Saved entries
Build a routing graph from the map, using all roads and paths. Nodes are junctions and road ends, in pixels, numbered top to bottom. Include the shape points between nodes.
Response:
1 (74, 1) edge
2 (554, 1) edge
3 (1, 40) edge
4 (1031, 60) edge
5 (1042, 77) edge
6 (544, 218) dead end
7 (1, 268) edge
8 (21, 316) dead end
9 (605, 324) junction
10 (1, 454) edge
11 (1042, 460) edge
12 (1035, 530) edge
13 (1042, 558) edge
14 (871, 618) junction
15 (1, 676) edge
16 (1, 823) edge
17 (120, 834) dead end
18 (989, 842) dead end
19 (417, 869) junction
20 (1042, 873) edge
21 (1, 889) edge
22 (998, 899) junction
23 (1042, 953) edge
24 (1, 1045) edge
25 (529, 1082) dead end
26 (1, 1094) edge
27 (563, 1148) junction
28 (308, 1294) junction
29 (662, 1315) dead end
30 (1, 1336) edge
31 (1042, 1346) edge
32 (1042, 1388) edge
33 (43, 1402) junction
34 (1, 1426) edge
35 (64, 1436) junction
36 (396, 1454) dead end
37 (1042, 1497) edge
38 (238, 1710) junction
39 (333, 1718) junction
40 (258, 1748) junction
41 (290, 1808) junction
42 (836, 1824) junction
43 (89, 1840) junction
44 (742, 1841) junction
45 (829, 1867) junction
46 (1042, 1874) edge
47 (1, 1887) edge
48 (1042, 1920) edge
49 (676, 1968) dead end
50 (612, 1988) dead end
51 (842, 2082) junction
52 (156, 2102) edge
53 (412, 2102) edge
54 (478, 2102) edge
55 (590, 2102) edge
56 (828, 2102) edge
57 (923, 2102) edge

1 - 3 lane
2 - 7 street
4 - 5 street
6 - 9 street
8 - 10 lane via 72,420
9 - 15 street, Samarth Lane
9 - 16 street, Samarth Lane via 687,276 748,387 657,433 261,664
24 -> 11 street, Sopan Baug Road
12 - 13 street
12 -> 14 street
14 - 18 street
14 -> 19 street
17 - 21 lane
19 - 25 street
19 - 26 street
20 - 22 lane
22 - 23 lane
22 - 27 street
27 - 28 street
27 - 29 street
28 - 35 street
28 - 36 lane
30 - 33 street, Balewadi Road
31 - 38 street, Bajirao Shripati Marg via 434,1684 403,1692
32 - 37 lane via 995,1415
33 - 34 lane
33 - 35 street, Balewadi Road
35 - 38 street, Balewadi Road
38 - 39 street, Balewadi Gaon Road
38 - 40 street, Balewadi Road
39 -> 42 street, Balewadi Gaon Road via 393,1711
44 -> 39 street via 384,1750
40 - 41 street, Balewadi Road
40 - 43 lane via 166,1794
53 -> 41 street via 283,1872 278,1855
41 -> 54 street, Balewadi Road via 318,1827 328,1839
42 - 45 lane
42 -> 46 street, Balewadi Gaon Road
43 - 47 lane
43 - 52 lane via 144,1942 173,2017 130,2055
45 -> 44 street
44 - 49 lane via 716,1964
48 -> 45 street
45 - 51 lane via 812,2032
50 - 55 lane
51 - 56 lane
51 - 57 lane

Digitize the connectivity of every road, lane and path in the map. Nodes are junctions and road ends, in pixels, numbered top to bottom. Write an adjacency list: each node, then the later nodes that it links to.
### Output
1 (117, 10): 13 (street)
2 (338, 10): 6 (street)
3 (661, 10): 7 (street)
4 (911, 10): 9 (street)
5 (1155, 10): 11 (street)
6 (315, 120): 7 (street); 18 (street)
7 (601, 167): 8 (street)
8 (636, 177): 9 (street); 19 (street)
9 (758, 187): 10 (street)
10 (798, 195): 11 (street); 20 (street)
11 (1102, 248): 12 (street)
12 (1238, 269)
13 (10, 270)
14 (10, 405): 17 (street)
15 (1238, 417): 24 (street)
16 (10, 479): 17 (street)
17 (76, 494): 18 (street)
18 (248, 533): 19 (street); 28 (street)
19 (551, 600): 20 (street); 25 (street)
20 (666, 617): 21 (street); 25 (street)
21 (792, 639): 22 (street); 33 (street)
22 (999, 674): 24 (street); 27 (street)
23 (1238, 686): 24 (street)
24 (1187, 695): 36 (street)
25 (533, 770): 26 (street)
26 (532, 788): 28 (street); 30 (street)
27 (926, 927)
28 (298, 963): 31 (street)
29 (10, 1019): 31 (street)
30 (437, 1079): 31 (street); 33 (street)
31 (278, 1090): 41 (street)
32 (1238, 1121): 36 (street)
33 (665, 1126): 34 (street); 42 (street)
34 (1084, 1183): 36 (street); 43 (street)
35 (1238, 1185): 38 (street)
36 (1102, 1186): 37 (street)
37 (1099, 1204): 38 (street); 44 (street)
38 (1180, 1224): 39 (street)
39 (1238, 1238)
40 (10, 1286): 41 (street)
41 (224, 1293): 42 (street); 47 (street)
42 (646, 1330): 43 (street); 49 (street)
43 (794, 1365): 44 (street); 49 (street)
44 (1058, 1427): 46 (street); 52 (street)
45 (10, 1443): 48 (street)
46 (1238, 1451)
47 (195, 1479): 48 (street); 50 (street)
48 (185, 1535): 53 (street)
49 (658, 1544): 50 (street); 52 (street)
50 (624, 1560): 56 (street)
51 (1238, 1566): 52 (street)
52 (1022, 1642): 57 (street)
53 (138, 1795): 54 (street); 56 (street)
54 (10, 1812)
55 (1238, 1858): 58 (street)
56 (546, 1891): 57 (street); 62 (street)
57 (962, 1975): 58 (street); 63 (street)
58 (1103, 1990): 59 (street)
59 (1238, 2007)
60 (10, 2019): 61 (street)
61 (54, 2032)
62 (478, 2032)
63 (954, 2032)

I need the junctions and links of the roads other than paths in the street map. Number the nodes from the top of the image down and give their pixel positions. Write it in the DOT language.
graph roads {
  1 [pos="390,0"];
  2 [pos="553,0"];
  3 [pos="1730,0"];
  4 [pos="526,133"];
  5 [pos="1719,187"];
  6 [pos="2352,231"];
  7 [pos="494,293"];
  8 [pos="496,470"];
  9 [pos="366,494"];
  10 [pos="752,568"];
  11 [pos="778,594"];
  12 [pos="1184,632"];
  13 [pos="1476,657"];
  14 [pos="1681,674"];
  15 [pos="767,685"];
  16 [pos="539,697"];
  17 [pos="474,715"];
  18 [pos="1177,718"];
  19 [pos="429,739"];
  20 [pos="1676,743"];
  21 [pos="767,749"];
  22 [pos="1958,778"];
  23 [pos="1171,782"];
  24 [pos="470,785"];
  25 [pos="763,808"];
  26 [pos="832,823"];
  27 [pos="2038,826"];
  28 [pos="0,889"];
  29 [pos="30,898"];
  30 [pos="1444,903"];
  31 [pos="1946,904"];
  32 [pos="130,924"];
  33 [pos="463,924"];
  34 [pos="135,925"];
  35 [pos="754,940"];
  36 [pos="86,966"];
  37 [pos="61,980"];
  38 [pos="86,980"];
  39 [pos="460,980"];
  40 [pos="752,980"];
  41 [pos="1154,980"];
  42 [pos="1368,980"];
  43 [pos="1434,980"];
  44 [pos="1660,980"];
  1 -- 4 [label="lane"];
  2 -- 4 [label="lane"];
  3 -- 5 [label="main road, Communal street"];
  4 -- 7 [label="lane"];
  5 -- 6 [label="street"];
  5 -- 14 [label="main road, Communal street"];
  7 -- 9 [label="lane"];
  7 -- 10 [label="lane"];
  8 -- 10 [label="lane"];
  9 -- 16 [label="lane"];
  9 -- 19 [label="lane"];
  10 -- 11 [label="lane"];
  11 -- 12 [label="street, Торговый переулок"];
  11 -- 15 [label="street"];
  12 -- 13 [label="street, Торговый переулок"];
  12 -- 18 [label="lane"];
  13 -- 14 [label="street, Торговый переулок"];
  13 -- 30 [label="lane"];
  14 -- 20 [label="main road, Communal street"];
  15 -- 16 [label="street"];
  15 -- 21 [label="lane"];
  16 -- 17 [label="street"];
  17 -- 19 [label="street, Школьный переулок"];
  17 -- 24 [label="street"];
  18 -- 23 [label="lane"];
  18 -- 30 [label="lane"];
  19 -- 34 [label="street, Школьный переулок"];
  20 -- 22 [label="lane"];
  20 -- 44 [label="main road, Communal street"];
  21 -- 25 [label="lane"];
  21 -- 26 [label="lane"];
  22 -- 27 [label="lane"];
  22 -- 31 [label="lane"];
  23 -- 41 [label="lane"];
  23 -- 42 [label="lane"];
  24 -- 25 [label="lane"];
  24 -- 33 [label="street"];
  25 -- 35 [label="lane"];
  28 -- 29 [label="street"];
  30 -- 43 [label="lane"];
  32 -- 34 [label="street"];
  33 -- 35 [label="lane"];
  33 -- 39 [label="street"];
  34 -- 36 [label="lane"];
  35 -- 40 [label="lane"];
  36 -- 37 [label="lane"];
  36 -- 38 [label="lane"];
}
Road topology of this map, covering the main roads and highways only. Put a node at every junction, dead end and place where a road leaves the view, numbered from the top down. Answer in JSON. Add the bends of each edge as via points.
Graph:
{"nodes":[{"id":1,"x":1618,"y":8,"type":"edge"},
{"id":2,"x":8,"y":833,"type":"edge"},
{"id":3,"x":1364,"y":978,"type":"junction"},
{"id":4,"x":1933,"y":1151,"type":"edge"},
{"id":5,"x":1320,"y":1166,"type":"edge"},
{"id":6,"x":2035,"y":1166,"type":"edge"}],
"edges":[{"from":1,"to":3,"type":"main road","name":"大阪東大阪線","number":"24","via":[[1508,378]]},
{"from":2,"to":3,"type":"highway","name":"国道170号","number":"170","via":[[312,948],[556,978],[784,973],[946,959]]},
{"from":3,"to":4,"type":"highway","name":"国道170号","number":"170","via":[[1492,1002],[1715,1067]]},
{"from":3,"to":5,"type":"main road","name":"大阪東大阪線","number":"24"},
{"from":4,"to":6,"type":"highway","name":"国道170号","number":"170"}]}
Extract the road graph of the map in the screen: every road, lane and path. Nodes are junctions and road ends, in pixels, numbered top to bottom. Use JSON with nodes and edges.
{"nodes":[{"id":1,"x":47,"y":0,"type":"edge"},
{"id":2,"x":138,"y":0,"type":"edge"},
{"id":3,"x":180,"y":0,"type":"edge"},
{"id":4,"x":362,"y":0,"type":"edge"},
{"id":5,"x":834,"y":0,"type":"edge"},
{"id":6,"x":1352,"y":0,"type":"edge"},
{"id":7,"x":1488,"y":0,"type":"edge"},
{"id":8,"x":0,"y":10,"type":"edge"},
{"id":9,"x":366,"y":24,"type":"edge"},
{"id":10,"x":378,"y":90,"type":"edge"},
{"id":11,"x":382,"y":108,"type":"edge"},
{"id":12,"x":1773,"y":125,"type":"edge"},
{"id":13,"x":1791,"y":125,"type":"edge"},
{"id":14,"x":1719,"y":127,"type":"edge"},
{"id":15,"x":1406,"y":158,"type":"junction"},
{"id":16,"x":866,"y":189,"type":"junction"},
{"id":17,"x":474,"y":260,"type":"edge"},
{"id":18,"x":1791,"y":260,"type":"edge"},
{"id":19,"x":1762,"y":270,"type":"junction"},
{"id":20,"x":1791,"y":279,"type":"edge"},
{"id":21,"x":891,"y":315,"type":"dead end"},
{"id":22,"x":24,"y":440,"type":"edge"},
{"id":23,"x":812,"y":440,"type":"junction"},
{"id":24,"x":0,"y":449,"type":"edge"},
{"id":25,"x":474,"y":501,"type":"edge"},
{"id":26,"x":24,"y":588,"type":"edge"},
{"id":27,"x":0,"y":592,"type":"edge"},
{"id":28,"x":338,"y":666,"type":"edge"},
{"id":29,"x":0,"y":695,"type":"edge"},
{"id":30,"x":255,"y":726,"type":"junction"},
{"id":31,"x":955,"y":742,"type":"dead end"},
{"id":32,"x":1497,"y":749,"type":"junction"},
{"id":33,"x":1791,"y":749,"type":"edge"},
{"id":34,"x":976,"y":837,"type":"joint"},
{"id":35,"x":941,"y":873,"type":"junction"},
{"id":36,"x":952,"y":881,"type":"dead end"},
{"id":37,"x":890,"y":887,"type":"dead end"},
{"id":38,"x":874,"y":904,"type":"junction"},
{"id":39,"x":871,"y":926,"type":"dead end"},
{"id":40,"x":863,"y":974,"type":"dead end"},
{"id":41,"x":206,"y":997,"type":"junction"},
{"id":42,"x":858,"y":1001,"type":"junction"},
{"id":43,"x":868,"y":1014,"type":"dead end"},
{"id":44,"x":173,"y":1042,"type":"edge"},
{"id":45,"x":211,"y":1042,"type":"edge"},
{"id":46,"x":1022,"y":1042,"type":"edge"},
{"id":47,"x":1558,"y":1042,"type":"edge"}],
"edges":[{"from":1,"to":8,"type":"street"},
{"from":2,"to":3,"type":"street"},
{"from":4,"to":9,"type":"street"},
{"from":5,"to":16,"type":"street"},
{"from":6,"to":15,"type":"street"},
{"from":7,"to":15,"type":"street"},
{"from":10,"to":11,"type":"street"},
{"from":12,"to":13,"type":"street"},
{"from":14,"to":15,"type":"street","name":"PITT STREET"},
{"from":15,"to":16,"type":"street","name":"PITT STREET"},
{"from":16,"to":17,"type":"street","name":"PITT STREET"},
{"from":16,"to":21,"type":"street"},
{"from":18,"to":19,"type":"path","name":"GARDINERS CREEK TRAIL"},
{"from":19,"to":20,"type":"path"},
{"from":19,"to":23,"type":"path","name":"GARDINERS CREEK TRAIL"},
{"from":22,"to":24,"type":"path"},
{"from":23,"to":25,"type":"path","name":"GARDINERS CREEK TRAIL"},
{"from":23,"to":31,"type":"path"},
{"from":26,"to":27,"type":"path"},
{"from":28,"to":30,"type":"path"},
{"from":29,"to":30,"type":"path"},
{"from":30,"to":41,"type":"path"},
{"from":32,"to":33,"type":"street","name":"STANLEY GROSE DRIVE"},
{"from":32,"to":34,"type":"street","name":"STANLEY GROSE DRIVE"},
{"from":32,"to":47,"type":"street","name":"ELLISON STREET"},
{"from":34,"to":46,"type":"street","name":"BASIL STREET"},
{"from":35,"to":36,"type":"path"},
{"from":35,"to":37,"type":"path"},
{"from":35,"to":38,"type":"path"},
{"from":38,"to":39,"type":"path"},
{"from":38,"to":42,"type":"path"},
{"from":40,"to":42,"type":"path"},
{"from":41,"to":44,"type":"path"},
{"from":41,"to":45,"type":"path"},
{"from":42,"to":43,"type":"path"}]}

To do: Which lines above contain the word "STANLEY"? Show each of them.

Finished exercise:
{"from":32,"to":33,"type":"street","name":"STANLEY GROSE DRIVE"},
{"from":32,"to":34,"type":"street","name":"STANLEY GROSE DRIVE"},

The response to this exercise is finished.